Published on Thursday, March 9, 2000 in the New York Times
Study Jolts Scientists Thinking On Loss Of Bio-Diversity
by Carol Kaesuk Yoon
Over the past 500 million years,
there have been dozens of episodes of
extinction on the planet, the most
famous being the titanic event that
swept away the dinosaurs. Scientists
have assumed that the time it takes
for the living world to bounce back is
proportional to the damage done:
more time should be required to fill
all of the earth's empty corners with
newly evolved life after gargantuan
extinctions and less time should be
required after a more minor die-off.
But in an entirely unexpected finding that has gotten the attention of both paleontologists and conservationists, researchers reported today that it takes a long time to recover from these large-scale extinctions -- around 10 million years -- and more intriguing, the recovery time appears to be the same, whether the original destruction was one of the grander or one of the more minor events.

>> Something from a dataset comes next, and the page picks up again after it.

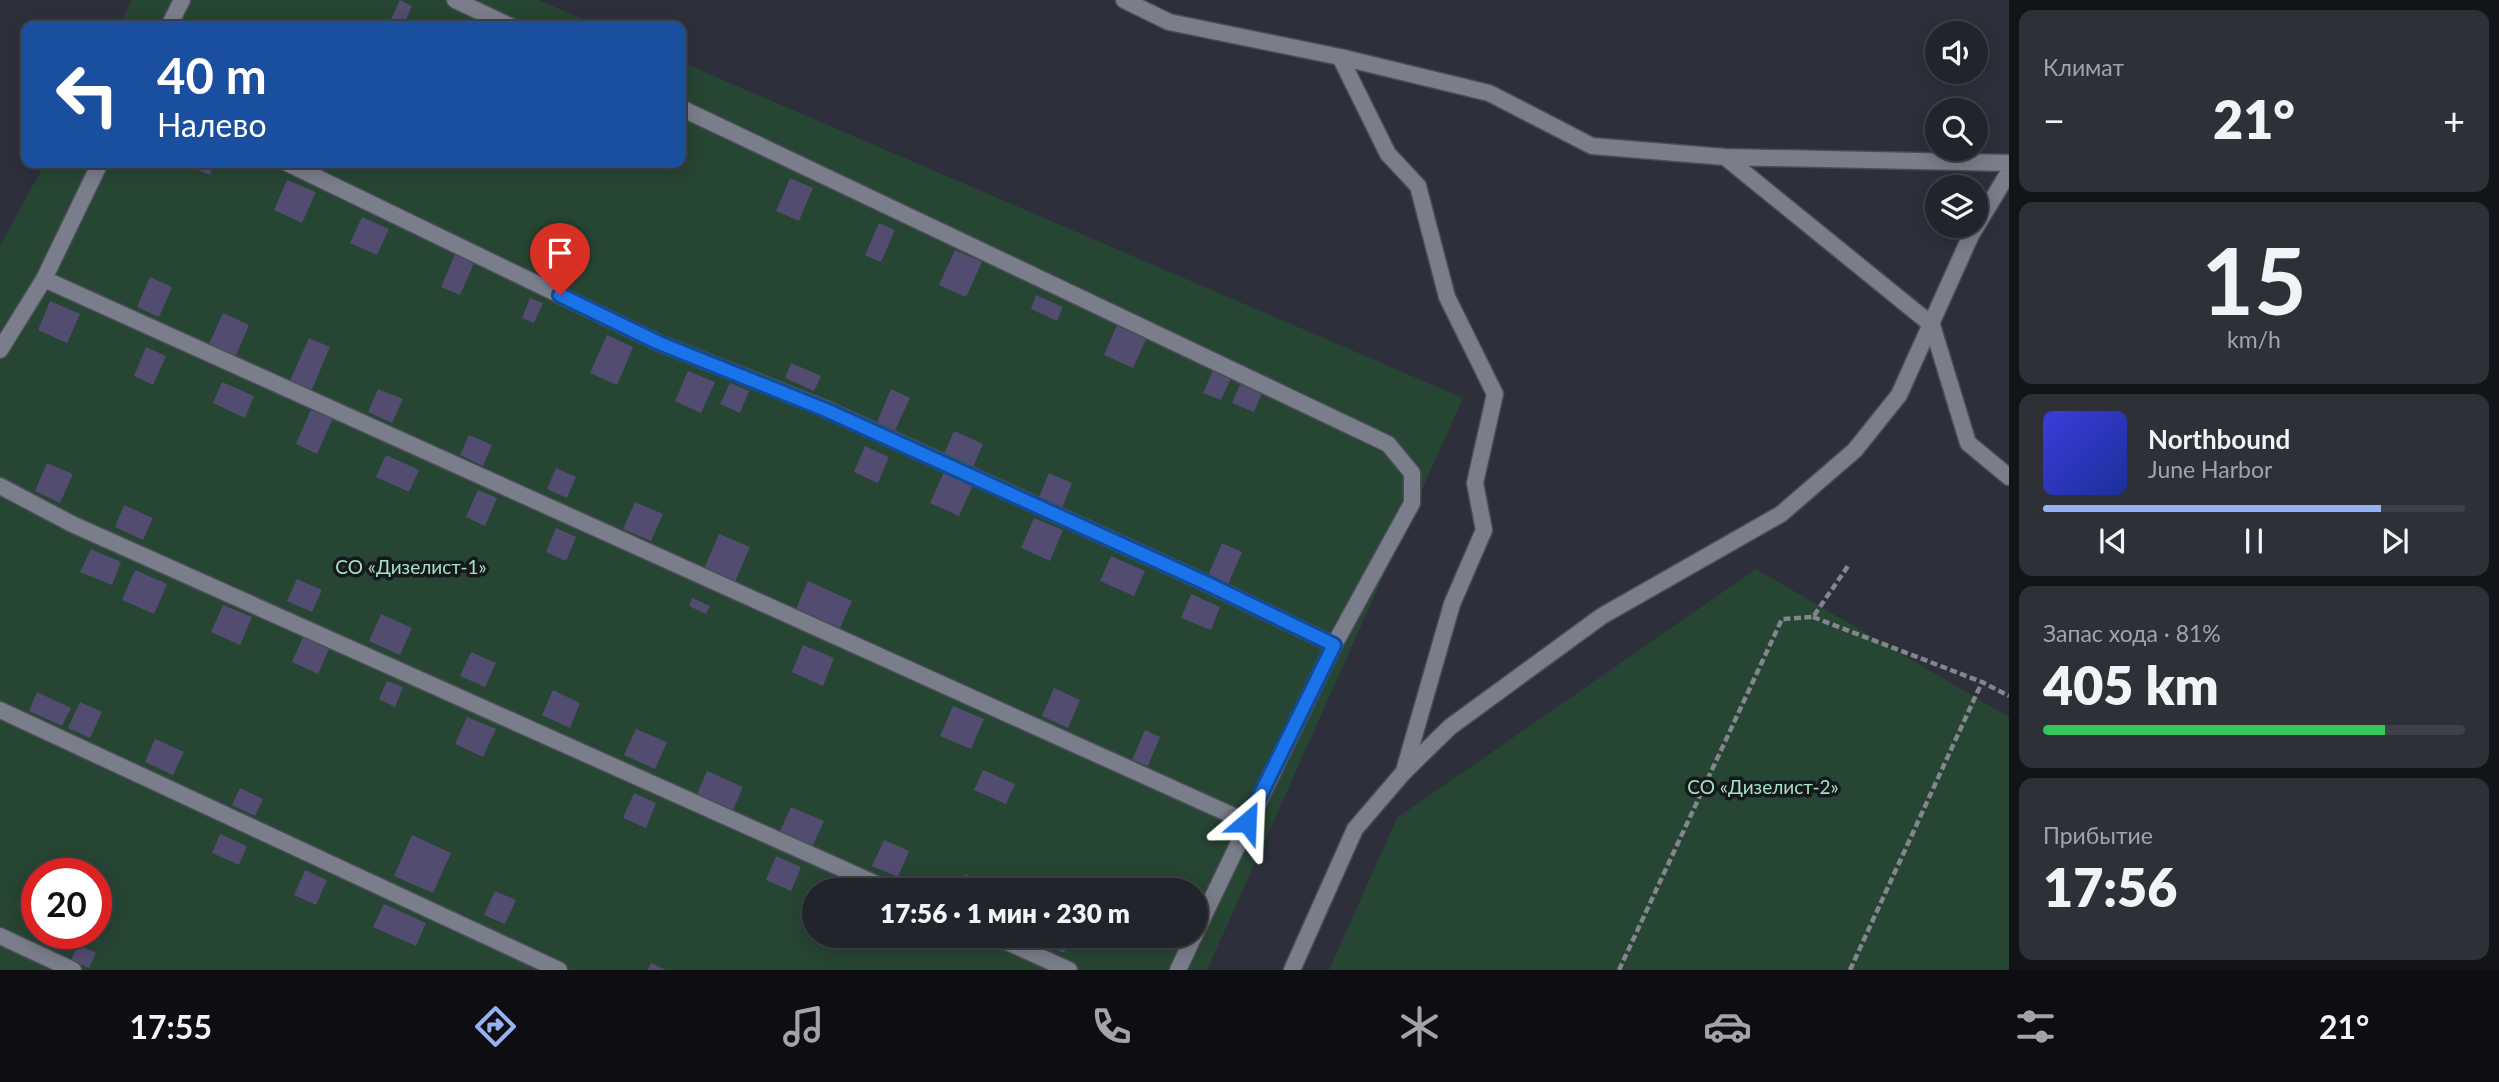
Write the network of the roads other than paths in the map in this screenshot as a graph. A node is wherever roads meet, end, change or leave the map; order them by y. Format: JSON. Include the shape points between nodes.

Many biologists say that by destroying tropical forests and other habitats, humans are driving species extinct at an accelerating rate that if unchecked will result in one of the major extinctions in history.
An ominous implication of the new research, some scientists say, is that humans may already or will soon have destroyed enough species that it will require a full 10 million years for the planet to recover -- 20 times as long as humans have already existed and longer than many scientists predict humanity itself is likely to persist into the future.
Scientists say the new study will also prompt paleontologists to rethink how life evolves after major extinctions, events that have played a pivotal role in shaping the evolution of life.
The study, by Dr. James W. Kirchner, an earth scientist at the University of California, and Dr. Anne Weil, a paleobiologist at Duke University, appears today in the journal Nature.
"I think it's a surprise to everyone," said Dr. Douglas Erwin, a paleobiologist at the National Museum of Natural History at the Smithsonian Institution in Washington. "We're just at the beginning of understanding biotic recoveries following extinctions."
Dr. Mike Foote, a paleobiologist at the University of Chicago, said the paper would change how people looked at the fossil record, adding, "It's going to be seminal."
Borrowing statistical techniques from other areas of geology and astrophysics, the researchers examined an enormous set of data gathered by the late Dr. Jack Sepkoski, a paleontologist at the University of Chicago. The data set documents when new kinds of marine animals first appear in the fossil record and when they disappear or go extinct.
Scientists expected that with every additional species that gets knocked out during an extinction, the longer the recovery should take.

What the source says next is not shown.